Gell-Mann dismisses Bell's essential point by claiming that it is explained by the "decoherent [sometimes consistent] histories" interpretation. So I guess in that respect, your point about my description being "interpretation dependent and therefore not obvious" has some merit. I just don't see how Alice's selection of a measurement basis *here* - which casts distant Bob's outcome into a precisely synchronized result *there* - should not be described as a (quantum) nonlocal influence. It doesn't happen by coincidence, as Bell showed us...
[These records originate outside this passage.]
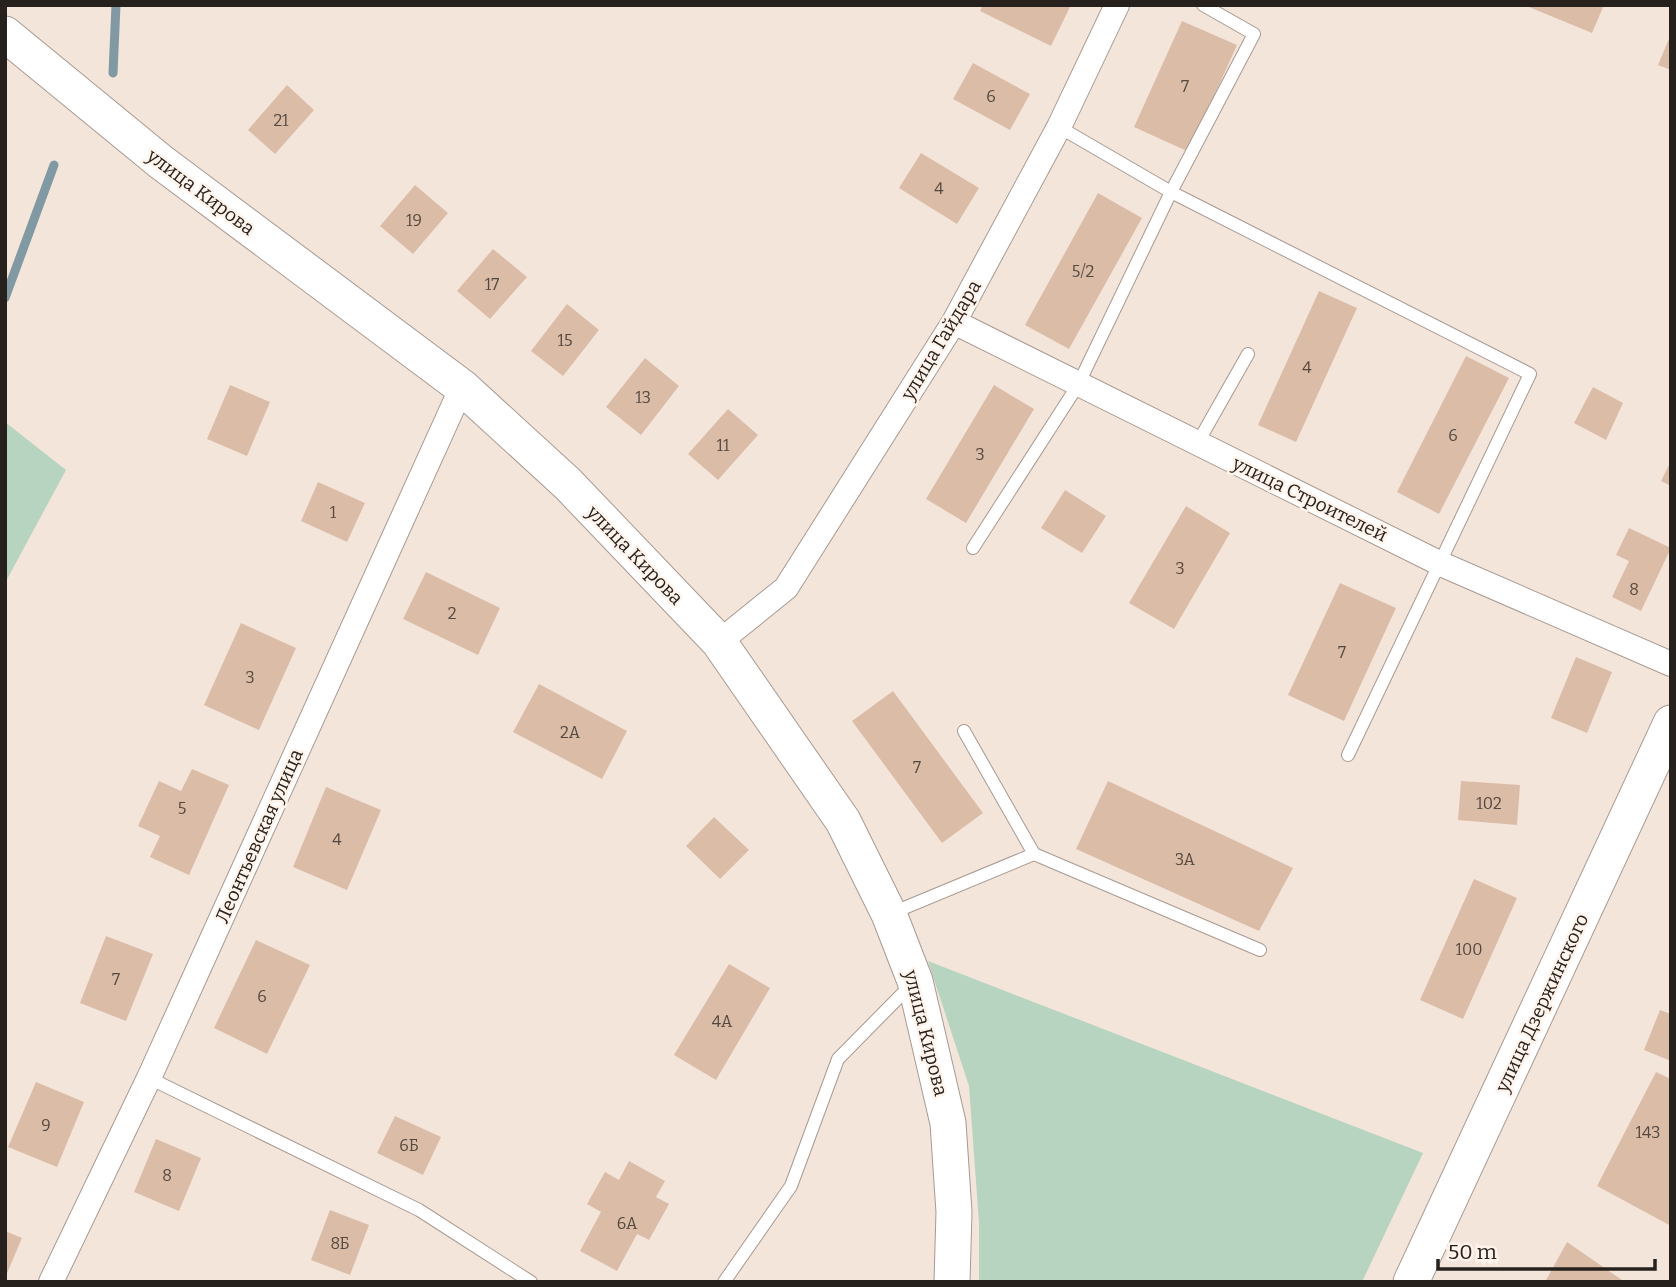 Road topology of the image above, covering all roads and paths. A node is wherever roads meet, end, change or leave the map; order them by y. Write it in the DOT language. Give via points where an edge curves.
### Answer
graph roads {
  1 [pos="1117,5"];
  2 [pos="1203,5"];
  3 [pos="5,34"];
  4 [pos="1059,127"];
  5 [pos="1171,192"];
  6 [pos="954,322"];
  7 [pos="1248,355"];
  8 [pos="1078,385"];
  9 [pos="462,387"];
  10 [pos="1197,444"];
  11 [pos="973,548"];
  12 [pos="1441,564"];
  13 [pos="719,642"];
  14 [pos="1671,664"];
  15 [pos="1671,723"];
  16 [pos="964,731"];
  17 [pos="1348,755"];
  18 [pos="1034,854"];
  19 [pos="889,914"];
  20 [pos="1260,950"];
  21 [pos="915,981"];
  22 [pos="149,1078"];
  23 [pos="51,1282"];
  24 [pos="531,1282"];
  25 [pos="724,1282"];
  26 [pos="952,1282"];
  27 [pos="1411,1282"];
  1 -- 4 [label="street, улица Гайдара"];
  2 -- 5 [label="lane" via="1254,34"];
  3 -- 9 [label="main road, улица Кирова" via="161,162"];
  4 -- 5 [label="lane"];
  4 -- 6 [label="street, улица Гайдара"];
  5 -- 8 [label="lane"];
  5 -- 12 [label="lane" via="1530,373"];
  6 -- 8 [label="street, улица Строителей"];
  6 -- 13 [label="street, улица Гайдара" via="786,587"];
  7 -- 10 [label="lane"];
  8 -- 10 [label="street, улица Строителей"];
  8 -- 11 [label="lane"];
  9 -- 13 [label="main road, улица Кирова" via="568,484"];
  9 -- 22 [label="street, Леонтьевская улица"];
  10 -- 12 [label="street, улица Строителей"];
  12 -- 14 [label="street, улица Строителей"];
  12 -- 17 [label="lane"];
  13 -- 19 [label="main road, улица Кирова" via="843,821"];
  15 -- 27 [label="main road, улица Дзержинского"];
  16 -- 18 [label="lane"];
  18 -- 19 [label="lane"];
  18 -- 20 [label="lane"];
  19 -- 21 [label="main road, улица Кирова"];
  21 -- 25 [label="lane" via="838,1059 791,1186"];
  21 -- 26 [label="main road, улица Кирова" via="948,1123 954,1212"];
  22 -- 23 [label="street, Леонтьевская улица"];
  22 -- 24 [label="lane" via="419,1210"];
} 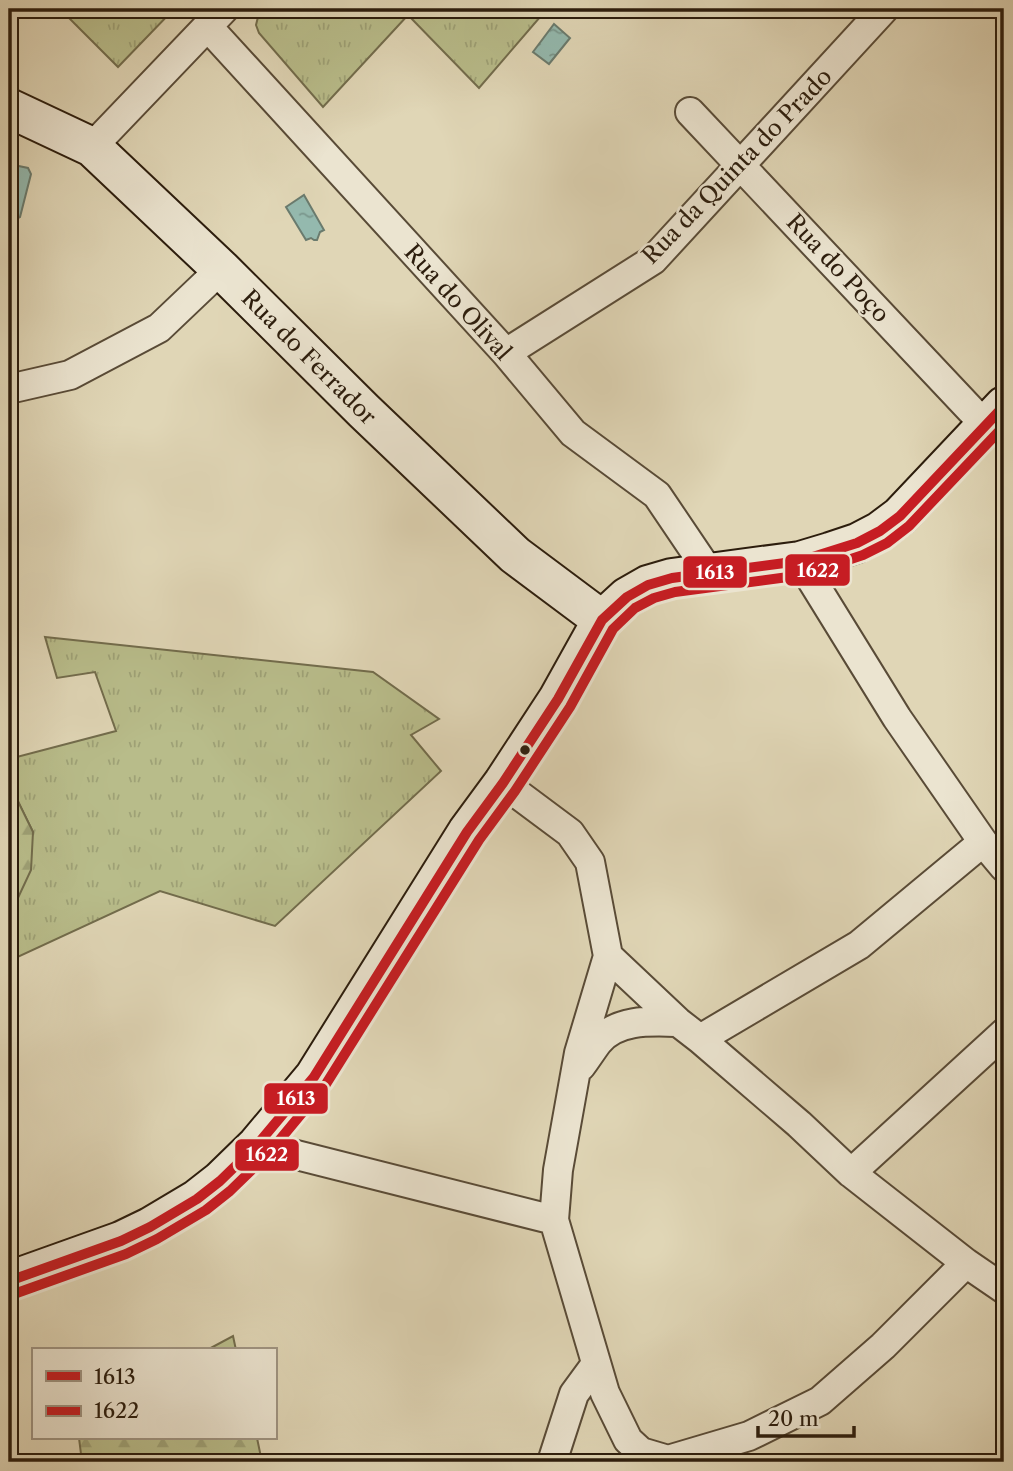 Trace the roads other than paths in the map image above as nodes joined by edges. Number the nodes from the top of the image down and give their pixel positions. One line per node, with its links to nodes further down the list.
1 (884, 9): 6 (street, Rua da Quinta do Prado)
2 (216, 18): 5 (street); 8 (street, Rua do Olival)
3 (9, 108): 5 (main road, Rua do Ferrador)
4 (690, 112): 6 (street, Rua do Poço)
5 (92, 147): 7 (main road, Rua do Ferrador)
6 (741, 165): 8 (street, Rua da Quinta do Prado); 10 (street, Rua do Poço)
7 (221, 269): 9 (street); 13 (main road, Rua do Ferrador)
8 (506, 354): 12 (street, Rua do Olival)
9 (9, 389)
10 (995, 415): 11 (main road)
11 (800, 561): 12 (main road); 15 (street)
12 (709, 572): 13 (main road)
13 (602, 620): 14 (main road)
14 (503, 783): 17 (street); 22 (main road)
15 (983, 842): 16 (street); 20 (street)
16 (1004, 867)
17 (608, 956): 18 (street); 21 (street)
18 (678, 1023): 20 (street); 21 (street)
19 (1004, 1033): 23 (street)
20 (700, 1039): 23 (street)
21 (576, 1074): 24 (street)
22 (257, 1145): 24 (street); 26 (main road)
23 (851, 1173): 25 (street)
24 (554, 1220): 28 (street)
25 (966, 1263): 27 (street); 28 (street)
26 (9, 1281)
27 (1004, 1289)
28 (596, 1364): 29 (street)
29 (552, 1462) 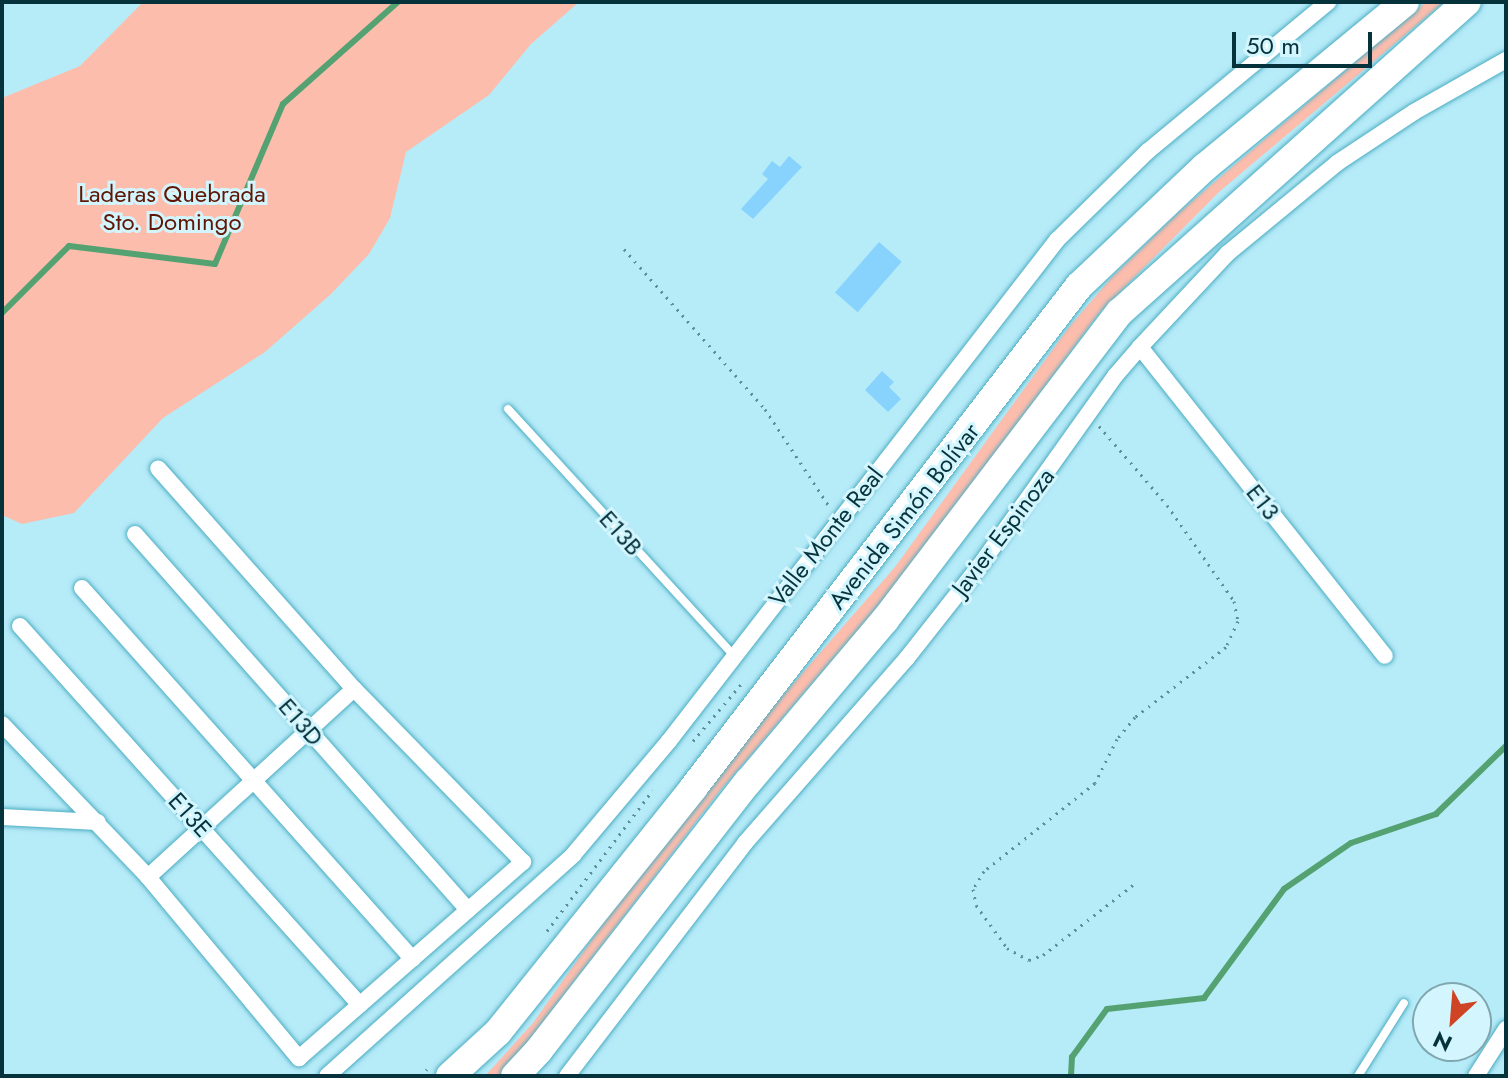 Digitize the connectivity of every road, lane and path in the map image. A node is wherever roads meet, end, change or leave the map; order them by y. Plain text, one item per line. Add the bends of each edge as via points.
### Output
1 (1328, 2) edge
2 (1405, 2) edge
3 (1467, 2) edge
4 (1506, 60) edge
5 (624, 249) dead end
6 (1140, 347) junction
7 (508, 409) dead end
8 (1089, 414) junction
9 (158, 468) dead end
10 (840, 518) junction
11 (135, 534) dead end
12 (82, 588) dead end
13 (20, 626) dead end
14 (734, 656) junction
15 (1385, 656) dead end
16 (354, 689) junction
17 (2, 724) edge
18 (309, 731) junction
19 (254, 781) junction
20 (2, 817) edge
21 (98, 822) junction
22 (201, 828) junction
23 (148, 877) junction
24 (1133, 885) dead end
25 (468, 910) junction
26 (418, 954) junction
27 (397, 971) junction
28 (440, 972) junction
29 (415, 995) junction
30 (1404, 1003) dead end
31 (360, 1005) junction
32 (1506, 1029) edge
33 (327, 1076) edge
34 (450, 1076) edge
35 (515, 1076) edge
36 (567, 1076) edge
37 (1358, 1076) edge
38 (1476, 1076) edge

1 - 10 street, Valle Monte Real via 1148,151 1057,240
2 - 34 highway, Avenida Simón Bolívar via 1205,167 1079,286 694,787 498,1032
3 - 35 highway, Avenida Simón Bolívar via 1120,312 885,620 748,782
4 - 6 street, Javier Espinoza via 1337,163 1228,253
5 - 10 path via 765,409 822,500
6 - 8 street, Javier Espinoza
6 - 15 street, E13
7 - 14 lane, E13B
8 - 24 path via 1167,505 1234,601 1238,621 1226,647 1135,717 1095,783 984,871 973,889 976,905 1007,948 1029,960 1043,955
8 - 36 street, Javier Espinoza via 907,658 745,843
9 - 16 street
10 - 14 street, Valle Monte Real
11 - 18 street, E13D
12 - 19 street
13 - 22 street, E13E
14 - 28 street, Valle Monte Real via 573,855
16 - 18 street
16 - 25 street via 523,862
17 - 21 street
18 - 19 street
18 - 25 street, E13D
19 - 22 street
19 - 26 street
20 - 21 street
21 - 23 street
22 - 23 street
22 - 31 street, E13E
23 - 31 street via 299,1058
25 - 26 street
26 - 27 street
26 - 28 street
27 - 29 street
27 - 31 street
28 - 29 street, Valle Monte Real
29 - 33 street, Valle Monte Real
30 - 37 lane
32 - 38 street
Bell test results ALWAYS appear to be sharply defined by either Alice's choice of measurement basis, [and/]or of Bob's, along with a random element for an outcome consistent with both measurements per the quantum mechanical prediction (either a perfect correlation, or a statistical one). Since Alice and Bob are spacelike and causally separated, the context is nonlocal - and there is no escape for that (even in decoherent histories). I guess we could agree that the context is nonlocal, but argue that there is no "influence" which is FTL. And that description seems OK to me as well.